With the recommendation of the Telangana Cabinet to the Hon’ble Governor to dissolve the Legislative Assembly prematurely, even before the expiry of its five-year term, it is yet another glaring instance of the wanton misuse and abuse of political power, thus endangering the spirit of democracy under the Constitution.
The Constitution, however, is clear on the aspect of power of the State Cabinet, to recommend to the Hon’ble Governor, to dissolve the Legislative Assembly under Art.174(2)(b) even before the completion of its five - year term. The said Constitutional Provision is reproduced hereunder:
“174. Sessions of the State Legislature, prorogation and dissolution-
(1) The Governor shall from time to time summon the House or each House of the Legislature of the State to meet at such time and place as he thinks fit, but six months shall not intervene between its last sitting in one session and the date appointed for its first sitting in the next session
(2) The Governor may from time to time
(a) Prorogue the House or either House;
(b) dissolve the Legislative Assembly”.
The list of such extraordinary circumstances, warranting early election, to seek fresh mandate from the electorate, could be quite long, but nevertheless they have to exist to compel the Chief Minister and his cabinet to recommend the dissolution of the house prematurely and seek a fresh mandate from the people.

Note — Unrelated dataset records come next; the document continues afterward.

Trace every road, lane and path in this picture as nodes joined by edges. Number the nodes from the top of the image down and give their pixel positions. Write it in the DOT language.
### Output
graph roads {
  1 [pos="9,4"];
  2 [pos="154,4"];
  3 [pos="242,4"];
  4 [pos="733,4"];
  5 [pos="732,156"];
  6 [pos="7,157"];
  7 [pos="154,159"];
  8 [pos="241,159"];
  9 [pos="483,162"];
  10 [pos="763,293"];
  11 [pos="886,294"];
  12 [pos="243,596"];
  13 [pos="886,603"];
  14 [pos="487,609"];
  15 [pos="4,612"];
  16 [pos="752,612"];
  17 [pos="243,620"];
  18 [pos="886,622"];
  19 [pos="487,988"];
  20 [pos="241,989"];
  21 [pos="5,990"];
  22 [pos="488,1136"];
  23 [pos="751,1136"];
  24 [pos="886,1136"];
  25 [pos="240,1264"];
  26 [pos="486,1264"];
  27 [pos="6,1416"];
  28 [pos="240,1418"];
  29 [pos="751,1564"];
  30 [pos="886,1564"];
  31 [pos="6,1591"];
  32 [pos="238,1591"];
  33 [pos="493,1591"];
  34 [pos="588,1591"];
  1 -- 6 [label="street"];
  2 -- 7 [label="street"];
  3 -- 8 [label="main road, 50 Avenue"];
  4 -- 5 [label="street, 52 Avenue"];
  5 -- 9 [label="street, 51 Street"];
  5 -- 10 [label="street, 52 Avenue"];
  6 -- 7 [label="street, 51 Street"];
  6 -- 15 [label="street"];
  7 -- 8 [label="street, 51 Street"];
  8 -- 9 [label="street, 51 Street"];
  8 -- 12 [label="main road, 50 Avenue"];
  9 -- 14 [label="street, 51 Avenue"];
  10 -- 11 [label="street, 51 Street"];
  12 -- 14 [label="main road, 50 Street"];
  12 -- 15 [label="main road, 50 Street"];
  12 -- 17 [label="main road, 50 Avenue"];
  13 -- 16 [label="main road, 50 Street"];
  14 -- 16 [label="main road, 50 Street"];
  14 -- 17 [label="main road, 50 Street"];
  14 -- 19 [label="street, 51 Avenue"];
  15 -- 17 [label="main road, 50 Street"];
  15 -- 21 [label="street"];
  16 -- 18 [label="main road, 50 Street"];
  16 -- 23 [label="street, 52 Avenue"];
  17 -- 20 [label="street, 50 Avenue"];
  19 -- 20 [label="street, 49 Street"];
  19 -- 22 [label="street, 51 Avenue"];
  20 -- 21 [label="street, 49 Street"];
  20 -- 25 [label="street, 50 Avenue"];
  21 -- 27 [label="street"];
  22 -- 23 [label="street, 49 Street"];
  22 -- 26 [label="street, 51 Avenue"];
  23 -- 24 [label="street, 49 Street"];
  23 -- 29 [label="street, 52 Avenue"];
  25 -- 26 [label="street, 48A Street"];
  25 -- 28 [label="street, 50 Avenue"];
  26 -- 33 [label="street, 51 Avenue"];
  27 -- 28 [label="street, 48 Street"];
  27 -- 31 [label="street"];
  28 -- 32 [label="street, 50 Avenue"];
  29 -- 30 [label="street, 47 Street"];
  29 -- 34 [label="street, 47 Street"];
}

The exercise of power by the Telangana Cabinet under Art. 174(2)(b) of the Constitution, has clearly proved to be against the letter and spirit of democracy and the constitution, which protects it, since no dire conditions, prevail so as to compel the Telangana Government to go for earlier hustings.
The said decision seems to have been taken only for gaining electoral advantage at a time, when the nation is debating on the advantages of having simultaneous polls to the State assemblies as well as the Lok Sabha, to save unnecessary burden on the State exchequer. That apart, the diversionary politics of the Telangana Chief Minister is surely pre-empting simultaneous polls, especially after having given his consent to the said proposal of the Central Government, in the lager interests of the nation.

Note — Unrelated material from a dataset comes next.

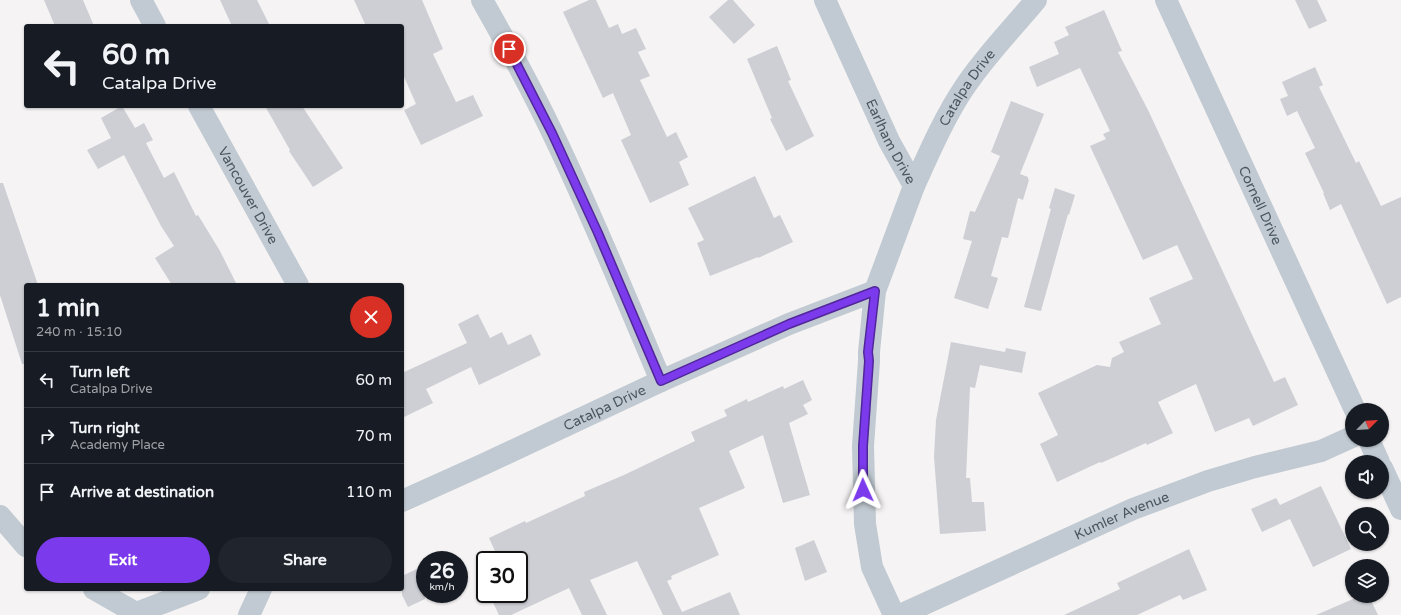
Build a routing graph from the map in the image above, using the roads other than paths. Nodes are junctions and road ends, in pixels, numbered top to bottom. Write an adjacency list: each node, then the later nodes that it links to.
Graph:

The reasons now being held out by the Chief Minister to the media after recommending the dissolution of the house to the Hon’ble Governor, are that a tirade is being carried out by the opposition parties against the progressive policies being pursued and massive developmental works undertaken by the Telangana Government, which are compelling him to seek a fresh mandate, is far from convincing and surely done with an ulterior motive.
After the exercise of power under Art. 174(2)(b) by the State Cabinet and the Hon’ble Governor, the ball is now in the Court of the Election Commission, to look at the logistics of holding fresh elections before the expiry of six months, under Art. 324 of the Constitution of India. In the light of the judgment of the Constitution Bench of the Supreme Court in the matter of Presidential Reference, when the Gujarat Assembly was dissolved in 2002, i.e. ((2002) 8 SCC pg. 237), the Supreme Court held in no uncertain terms that holding of elections before the expiry of the term, should be tested by the Election Commission of India, solely on the anvil of free & fair election uninfluenced by the Central Government. Art.324 specifically deals with: “Superintendence, direction and control of elections.”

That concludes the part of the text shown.